#### Provided data
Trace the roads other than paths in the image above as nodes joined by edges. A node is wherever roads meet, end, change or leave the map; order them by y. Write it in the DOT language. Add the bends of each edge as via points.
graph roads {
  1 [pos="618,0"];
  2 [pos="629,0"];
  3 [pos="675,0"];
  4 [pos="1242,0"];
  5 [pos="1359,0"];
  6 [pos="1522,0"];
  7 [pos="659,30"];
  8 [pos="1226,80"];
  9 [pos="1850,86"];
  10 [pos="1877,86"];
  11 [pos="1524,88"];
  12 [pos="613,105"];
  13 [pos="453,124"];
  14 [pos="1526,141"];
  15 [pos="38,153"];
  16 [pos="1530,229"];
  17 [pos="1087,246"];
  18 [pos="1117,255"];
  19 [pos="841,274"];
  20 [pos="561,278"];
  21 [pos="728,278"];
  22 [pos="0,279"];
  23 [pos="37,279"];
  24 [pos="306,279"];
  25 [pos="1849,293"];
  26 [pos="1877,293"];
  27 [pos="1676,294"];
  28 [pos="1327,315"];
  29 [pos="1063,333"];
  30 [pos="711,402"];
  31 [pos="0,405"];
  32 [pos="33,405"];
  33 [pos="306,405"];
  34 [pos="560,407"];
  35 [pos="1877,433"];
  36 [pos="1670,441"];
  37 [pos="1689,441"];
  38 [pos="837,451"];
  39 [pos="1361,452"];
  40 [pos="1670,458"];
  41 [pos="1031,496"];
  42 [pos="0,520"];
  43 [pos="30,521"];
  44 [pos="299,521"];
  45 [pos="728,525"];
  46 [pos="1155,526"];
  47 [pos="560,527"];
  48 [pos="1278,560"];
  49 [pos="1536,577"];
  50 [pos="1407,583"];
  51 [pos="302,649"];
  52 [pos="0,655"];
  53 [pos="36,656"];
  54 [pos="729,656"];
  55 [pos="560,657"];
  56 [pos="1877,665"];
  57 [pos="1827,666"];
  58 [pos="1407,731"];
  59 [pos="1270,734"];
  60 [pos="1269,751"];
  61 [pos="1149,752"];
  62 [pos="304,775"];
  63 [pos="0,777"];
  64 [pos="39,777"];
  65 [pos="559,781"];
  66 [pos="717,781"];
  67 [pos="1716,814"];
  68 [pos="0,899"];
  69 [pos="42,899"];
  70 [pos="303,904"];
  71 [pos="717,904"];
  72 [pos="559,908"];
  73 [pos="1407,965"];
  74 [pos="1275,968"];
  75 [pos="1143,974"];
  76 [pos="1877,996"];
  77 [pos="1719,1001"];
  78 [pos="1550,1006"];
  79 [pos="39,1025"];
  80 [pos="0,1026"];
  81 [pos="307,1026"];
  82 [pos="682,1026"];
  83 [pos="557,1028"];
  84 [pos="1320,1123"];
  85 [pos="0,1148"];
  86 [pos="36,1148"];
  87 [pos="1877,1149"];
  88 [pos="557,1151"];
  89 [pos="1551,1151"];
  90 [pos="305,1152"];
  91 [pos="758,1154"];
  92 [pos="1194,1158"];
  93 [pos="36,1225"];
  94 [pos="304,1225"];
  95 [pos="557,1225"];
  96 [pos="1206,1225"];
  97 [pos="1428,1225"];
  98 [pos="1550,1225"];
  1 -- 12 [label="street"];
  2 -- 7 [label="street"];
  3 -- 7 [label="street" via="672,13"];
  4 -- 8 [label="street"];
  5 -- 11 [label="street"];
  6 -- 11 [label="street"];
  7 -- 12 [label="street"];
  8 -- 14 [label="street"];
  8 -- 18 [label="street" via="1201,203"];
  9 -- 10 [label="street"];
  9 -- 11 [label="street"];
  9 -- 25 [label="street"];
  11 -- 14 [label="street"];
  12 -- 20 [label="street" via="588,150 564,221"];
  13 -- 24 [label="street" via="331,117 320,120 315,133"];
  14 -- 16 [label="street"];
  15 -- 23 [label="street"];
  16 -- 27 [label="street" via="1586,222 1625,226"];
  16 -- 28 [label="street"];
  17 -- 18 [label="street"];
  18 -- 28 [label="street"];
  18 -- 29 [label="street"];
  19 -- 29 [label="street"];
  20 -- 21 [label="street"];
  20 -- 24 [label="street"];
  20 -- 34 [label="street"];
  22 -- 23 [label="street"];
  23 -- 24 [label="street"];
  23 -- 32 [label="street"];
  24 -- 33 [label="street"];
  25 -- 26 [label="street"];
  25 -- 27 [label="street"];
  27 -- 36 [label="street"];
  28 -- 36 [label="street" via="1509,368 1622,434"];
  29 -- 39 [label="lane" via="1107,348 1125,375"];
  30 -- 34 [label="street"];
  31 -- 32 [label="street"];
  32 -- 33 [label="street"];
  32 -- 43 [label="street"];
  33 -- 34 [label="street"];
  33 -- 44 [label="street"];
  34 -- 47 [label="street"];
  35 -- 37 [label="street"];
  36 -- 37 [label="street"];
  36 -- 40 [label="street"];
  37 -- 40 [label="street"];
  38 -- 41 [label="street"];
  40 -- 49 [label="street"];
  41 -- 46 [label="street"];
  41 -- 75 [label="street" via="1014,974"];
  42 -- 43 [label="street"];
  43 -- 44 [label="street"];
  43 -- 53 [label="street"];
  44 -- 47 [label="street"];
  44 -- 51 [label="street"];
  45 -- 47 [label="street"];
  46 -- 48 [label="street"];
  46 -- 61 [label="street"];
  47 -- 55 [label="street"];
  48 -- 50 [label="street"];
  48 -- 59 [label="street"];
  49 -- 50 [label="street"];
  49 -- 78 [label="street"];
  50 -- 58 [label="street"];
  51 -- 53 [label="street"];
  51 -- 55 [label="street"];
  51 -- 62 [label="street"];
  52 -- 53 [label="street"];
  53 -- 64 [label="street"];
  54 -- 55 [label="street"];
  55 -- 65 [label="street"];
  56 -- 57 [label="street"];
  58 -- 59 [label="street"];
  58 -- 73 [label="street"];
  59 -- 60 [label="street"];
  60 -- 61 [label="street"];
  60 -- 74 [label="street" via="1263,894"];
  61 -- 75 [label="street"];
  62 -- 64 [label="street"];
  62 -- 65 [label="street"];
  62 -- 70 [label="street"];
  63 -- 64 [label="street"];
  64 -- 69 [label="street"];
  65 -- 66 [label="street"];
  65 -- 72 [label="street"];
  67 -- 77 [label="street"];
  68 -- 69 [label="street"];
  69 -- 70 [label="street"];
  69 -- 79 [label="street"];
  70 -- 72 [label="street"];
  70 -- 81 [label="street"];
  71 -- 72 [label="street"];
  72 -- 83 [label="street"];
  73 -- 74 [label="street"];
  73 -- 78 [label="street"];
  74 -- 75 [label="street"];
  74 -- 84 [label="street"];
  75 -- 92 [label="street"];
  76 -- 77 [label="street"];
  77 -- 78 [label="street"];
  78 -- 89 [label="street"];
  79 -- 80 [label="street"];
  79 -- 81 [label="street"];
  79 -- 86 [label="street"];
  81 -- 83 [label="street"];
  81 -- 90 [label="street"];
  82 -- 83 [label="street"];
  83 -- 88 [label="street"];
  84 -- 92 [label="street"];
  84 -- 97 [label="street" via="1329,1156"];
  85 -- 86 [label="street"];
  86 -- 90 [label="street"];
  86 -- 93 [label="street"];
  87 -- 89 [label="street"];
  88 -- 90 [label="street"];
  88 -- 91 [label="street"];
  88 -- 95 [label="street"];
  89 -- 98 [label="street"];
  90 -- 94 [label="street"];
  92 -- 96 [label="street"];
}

#### What to work on
Only lines with the string "roads" are wanted; please find each one in the listing and copy it.

#### Written answer
Trace the roads other than paths in the image above as nodes joined by edges. A node is wherever roads meet, end, change or leave the map; order them by y. Write it in the DOT language. Add the bends of each edge as via points.
graph roads {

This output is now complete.